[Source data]
----

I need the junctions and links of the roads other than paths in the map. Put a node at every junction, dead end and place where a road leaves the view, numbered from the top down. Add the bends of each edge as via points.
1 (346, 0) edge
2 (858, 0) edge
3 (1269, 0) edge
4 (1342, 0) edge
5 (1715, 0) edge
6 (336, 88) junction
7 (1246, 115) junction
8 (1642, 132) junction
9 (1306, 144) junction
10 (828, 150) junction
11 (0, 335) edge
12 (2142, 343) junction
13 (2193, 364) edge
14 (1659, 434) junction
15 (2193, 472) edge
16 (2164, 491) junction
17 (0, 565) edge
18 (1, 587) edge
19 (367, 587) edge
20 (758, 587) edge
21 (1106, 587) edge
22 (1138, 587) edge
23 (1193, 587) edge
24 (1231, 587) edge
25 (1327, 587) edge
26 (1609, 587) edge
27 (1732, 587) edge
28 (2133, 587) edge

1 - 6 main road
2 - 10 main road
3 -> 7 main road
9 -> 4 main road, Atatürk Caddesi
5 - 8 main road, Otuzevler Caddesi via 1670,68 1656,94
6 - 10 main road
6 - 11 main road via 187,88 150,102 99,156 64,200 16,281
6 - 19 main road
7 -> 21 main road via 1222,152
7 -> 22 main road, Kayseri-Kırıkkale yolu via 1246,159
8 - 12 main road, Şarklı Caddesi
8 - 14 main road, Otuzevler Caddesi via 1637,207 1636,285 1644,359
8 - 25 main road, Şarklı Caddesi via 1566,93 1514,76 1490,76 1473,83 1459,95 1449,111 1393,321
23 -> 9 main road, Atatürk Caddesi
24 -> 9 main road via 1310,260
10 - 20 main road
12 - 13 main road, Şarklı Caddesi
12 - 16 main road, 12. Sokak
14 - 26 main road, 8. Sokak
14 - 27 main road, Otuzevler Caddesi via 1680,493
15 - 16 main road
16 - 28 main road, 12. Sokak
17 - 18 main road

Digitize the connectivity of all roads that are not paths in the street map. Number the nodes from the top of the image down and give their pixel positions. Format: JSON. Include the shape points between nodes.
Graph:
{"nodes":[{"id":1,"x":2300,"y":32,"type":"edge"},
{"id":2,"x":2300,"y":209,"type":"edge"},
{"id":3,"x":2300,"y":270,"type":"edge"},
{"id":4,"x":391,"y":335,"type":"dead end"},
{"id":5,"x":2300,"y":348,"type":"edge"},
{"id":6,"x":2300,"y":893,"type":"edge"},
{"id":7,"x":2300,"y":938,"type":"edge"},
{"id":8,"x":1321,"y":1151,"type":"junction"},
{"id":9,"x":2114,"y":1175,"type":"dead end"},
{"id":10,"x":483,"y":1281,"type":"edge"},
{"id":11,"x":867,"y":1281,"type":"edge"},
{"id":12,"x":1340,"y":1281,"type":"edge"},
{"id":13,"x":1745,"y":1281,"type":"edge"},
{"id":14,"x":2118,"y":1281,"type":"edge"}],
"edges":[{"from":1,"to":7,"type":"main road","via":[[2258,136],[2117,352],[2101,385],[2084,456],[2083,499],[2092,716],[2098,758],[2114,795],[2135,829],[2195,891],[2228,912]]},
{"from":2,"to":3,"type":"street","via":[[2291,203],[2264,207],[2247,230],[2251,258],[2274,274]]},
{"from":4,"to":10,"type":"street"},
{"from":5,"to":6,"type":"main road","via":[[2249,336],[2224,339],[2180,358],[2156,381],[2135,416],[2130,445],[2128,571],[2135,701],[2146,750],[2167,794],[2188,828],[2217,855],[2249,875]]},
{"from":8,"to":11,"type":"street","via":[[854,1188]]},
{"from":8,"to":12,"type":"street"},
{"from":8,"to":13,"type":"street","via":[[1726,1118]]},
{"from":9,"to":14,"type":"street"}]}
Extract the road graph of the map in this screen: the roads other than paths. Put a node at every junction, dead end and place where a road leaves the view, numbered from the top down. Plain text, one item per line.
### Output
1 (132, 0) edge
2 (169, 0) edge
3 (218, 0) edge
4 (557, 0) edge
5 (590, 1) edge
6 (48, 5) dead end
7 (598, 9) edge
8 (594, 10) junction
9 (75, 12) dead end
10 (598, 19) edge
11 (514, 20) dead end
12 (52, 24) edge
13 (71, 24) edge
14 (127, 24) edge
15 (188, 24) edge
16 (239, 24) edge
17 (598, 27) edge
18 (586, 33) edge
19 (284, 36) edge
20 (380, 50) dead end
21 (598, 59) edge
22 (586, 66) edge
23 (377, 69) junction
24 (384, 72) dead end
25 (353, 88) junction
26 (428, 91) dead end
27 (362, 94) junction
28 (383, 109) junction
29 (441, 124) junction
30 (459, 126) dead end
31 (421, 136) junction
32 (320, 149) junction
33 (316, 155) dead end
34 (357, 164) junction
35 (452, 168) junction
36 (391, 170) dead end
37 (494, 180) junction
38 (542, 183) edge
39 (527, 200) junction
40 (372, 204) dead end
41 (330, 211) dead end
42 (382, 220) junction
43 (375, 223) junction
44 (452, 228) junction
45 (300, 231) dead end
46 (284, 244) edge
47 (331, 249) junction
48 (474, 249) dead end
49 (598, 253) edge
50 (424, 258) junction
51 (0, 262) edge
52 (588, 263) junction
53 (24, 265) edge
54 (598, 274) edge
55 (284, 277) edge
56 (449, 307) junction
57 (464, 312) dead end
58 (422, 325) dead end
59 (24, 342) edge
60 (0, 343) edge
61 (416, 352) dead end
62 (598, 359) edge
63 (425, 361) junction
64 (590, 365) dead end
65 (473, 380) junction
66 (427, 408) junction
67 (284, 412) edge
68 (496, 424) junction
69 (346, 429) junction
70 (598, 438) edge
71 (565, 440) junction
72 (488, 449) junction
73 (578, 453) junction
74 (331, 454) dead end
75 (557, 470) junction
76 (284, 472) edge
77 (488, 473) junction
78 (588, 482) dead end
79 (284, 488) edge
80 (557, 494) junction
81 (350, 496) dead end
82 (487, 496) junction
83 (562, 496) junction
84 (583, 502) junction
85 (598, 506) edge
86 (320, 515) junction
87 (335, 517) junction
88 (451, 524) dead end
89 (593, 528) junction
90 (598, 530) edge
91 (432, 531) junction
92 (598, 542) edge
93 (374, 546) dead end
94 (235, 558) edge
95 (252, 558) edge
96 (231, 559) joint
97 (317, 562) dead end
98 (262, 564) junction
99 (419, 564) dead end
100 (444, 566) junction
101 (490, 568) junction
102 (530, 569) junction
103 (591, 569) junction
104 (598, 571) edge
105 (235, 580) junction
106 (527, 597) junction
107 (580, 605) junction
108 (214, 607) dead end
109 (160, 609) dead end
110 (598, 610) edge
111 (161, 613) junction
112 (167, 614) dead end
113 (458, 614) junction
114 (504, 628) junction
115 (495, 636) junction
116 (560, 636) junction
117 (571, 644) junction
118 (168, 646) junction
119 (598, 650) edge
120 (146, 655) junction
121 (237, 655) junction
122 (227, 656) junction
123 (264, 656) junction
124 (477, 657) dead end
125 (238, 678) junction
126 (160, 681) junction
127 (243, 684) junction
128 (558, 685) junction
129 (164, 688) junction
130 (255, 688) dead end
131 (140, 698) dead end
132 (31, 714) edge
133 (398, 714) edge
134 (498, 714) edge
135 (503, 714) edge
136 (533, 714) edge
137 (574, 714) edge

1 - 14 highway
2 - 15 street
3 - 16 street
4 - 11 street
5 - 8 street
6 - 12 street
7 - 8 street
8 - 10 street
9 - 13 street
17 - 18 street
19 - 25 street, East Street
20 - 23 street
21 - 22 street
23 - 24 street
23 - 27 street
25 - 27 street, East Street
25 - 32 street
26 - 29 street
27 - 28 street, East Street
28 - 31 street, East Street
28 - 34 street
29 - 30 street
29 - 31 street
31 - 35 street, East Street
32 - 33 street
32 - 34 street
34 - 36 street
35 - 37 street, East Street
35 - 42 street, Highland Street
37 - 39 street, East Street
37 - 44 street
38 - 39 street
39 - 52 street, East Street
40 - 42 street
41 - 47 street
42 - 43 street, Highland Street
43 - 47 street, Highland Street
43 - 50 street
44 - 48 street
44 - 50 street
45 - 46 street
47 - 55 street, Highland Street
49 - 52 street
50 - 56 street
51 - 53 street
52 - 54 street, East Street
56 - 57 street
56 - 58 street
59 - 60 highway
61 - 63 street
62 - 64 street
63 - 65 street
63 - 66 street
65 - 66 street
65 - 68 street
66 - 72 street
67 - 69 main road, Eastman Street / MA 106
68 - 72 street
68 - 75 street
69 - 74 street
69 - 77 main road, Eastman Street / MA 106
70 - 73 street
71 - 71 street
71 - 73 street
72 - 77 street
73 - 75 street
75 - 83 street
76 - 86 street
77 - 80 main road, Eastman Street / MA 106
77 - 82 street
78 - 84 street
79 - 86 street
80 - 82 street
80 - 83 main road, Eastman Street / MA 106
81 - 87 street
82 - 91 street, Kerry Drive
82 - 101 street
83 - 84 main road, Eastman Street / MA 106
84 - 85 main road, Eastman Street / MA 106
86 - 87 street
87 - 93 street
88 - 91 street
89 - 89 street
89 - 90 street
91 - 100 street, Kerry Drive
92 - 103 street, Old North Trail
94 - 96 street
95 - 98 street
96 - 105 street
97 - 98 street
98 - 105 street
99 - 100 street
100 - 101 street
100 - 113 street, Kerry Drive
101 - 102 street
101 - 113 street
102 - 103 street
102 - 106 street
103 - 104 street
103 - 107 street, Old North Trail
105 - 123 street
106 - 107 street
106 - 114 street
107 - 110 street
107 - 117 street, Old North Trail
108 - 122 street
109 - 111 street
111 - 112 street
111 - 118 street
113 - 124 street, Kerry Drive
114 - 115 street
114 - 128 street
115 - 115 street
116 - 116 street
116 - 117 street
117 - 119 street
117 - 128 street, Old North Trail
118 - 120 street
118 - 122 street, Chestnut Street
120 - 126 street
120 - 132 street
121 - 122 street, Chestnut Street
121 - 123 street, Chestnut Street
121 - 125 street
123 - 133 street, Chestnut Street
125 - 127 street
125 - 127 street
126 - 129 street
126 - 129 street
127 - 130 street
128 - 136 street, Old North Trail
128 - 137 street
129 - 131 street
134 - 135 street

----

* [Task brief] Where in the entries above does the word "Drive" appear? Copy each line that has it.

* [Answer section]
82 - 91 street, Kerry Drive
91 - 100 street, Kerry Drive
100 - 113 street, Kerry Drive
113 - 124 street, Kerry Drive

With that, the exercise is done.